Nevertheless, already during the first week of the lockout, the chairman of DLF called on the government to end the conflict with legislative intervention. For a union leader, this is an unusual step. It was taken because he expected the lockout to be ended through government intervention in any case – and one which would lean towards the employers’ demands. With a fast intervention, DLF could save some of their strike fund. As the days went by, DLF’s demand for the government to intervene got support from more and more unions.
However, the other unions’ support for DLF had been limited during the whole process. The bargaining cartel in the municipal sector had postponed the signing of the general agreement in the municipal areas and there had been trade union protest about ‘lack of respect for the collective bargaining model’, and a number of demonstrations were held – the last one included 40,000 dissatisfied trade unionists, parents and other citizens. But one of the two trade unions who could have called a ‘sympathy strike’ – the Trade Union of Pedagogical Staff (BUPL) – rejected such an initiative from the other relevant trade union, FOA. And this was the only attempt taken to initiate a strike (Mailand, 2013a).
This lack of support from other trade unions was partly due to a wish to conclude their own agreements ‘without’ trouble. However, it also reflects a division within the trade union movement on the issue. Some – especially private sector unions – found that the very special working time regulation in the Folkeskoles and the special senior conditions were not a case worth fighting for. Moreover – spontaneously, or at the suggestion of their political contacts in the Social Democratic Party – a number of trade union leaders announced late in the process that there had been no violation of the Danish model of collective bargaining.
Neither LC, nor KL and the Ministry of Finance, changed their positions during the lockout. After three and half weeks, two of the three parties in the government found that it was time to intervene, if the lockout were not to have too great an effect on the final examinations of both the Folkeskole and the vocational education sector. The government had, well in advance, secured its backing from the opposition. Hence, after a speedy two-day process in parliament, the legislative intervention came into force on 25 May, and the pupils and students could return to school.

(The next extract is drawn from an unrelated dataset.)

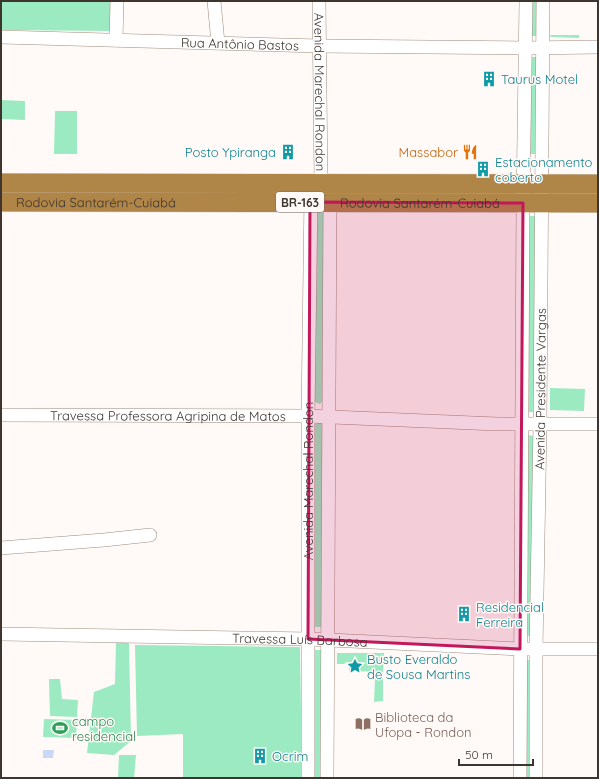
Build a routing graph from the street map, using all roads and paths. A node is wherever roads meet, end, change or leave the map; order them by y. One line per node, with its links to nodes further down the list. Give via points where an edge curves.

The main features of the intervention were:
Full management prerogative on working time regulation (but still a 37-hour working week).

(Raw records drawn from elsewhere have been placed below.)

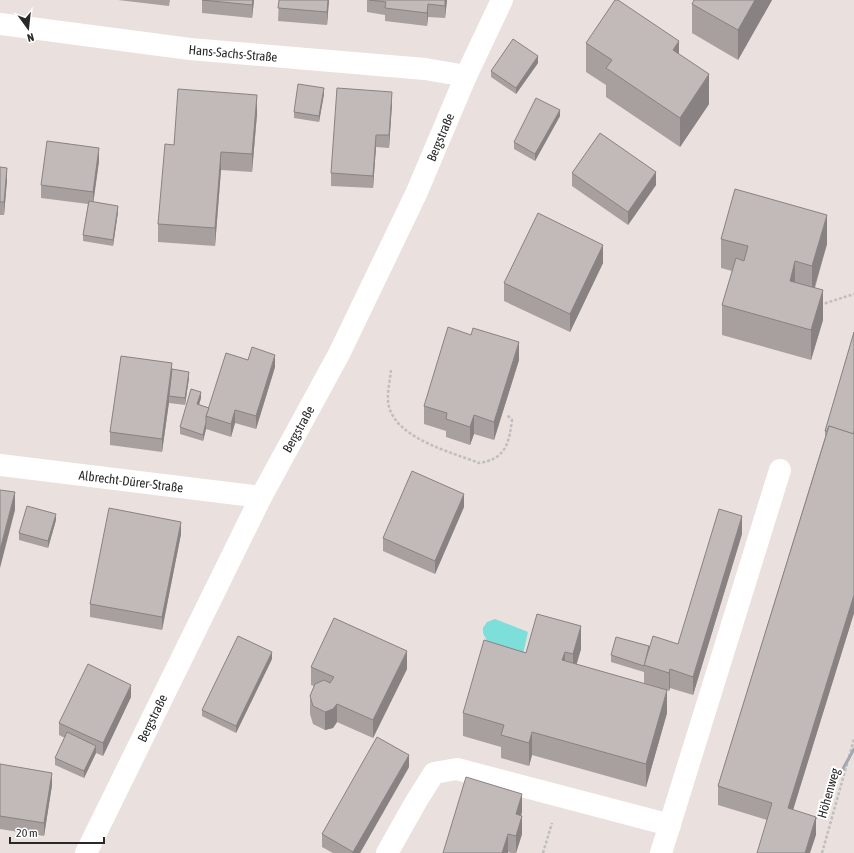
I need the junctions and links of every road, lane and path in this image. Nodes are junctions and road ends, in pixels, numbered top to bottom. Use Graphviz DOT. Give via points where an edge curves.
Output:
graph roads {
  1 [pos="502,0"];
  2 [pos="0,24"];
  3 [pos="466,76"];
  4 [pos="854,294"];
  5 [pos="818,305"];
  6 [pos="391,370"];
  7 [pos="507,415"];
  8 [pos="0,465"];
  9 [pos="780,470"];
  10 [pos="261,497"];
  11 [pos="854,739"];
  12 [pos="562,797"];
  13 [pos="670,826"];
  14 [pos="86,853"];
  15 [pos="387,853"];
  16 [pos="543,853"];
  17 [pos="661,853"];
  18 [pos="822,853"];
  1 -- 3 [label="street, Bergstraße"];
  2 -- 3 [label="street, Hans-Sachs-Straße" via="190,49 425,69"];
  3 -- 10 [label="street, Bergstraße" via="416,194 339,354"];
  4 -- 5 [label="path"];
  6 -- 7 [label="path" via="387,396 389,408 397,422 412,436 479,463 500,455 506,448 512,420"];
  8 -- 10 [label="street, Albrecht-Dürer-Straße"];
  9 -- 13 [label="street"];
  10 -- 14 [label="street, Bergstraße"];
  11 -- 18 [label="path, Höhenweg"];
  12 -- 13 [label="street"];
  12 -- 15 [label="street" via="457,769 434,774"];
  12 -- 16 [label="path" via="547,834"];
  13 -- 17 [label="street"];
}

Working time ‘fense’: working time normally to be scheduled during normal working hours on weekdays. Overtime pay will be paid in connection to some activities placed outside normal working hours.
Annual norm: the total working time of teachers is still calculated annually, and not monthly, as DLF wanted.
The special senior conditions are to be phased out gradually.
Wage compensation: the teachers will be compensated with nearly 300 million Danish kroner (€40 million) in total. The compensation was calculated as the value of the special senior conditions.
Projects on cooperation, trust and better working environment worth 20 million Danish kroner (€2.7 million).
Further education: 1 billion Danish kroner (€130 million) for the further education of teachers. However, these were already included in the government proposal for primary school reform. Hence, they cannot be included as part of the compensation to the teachers.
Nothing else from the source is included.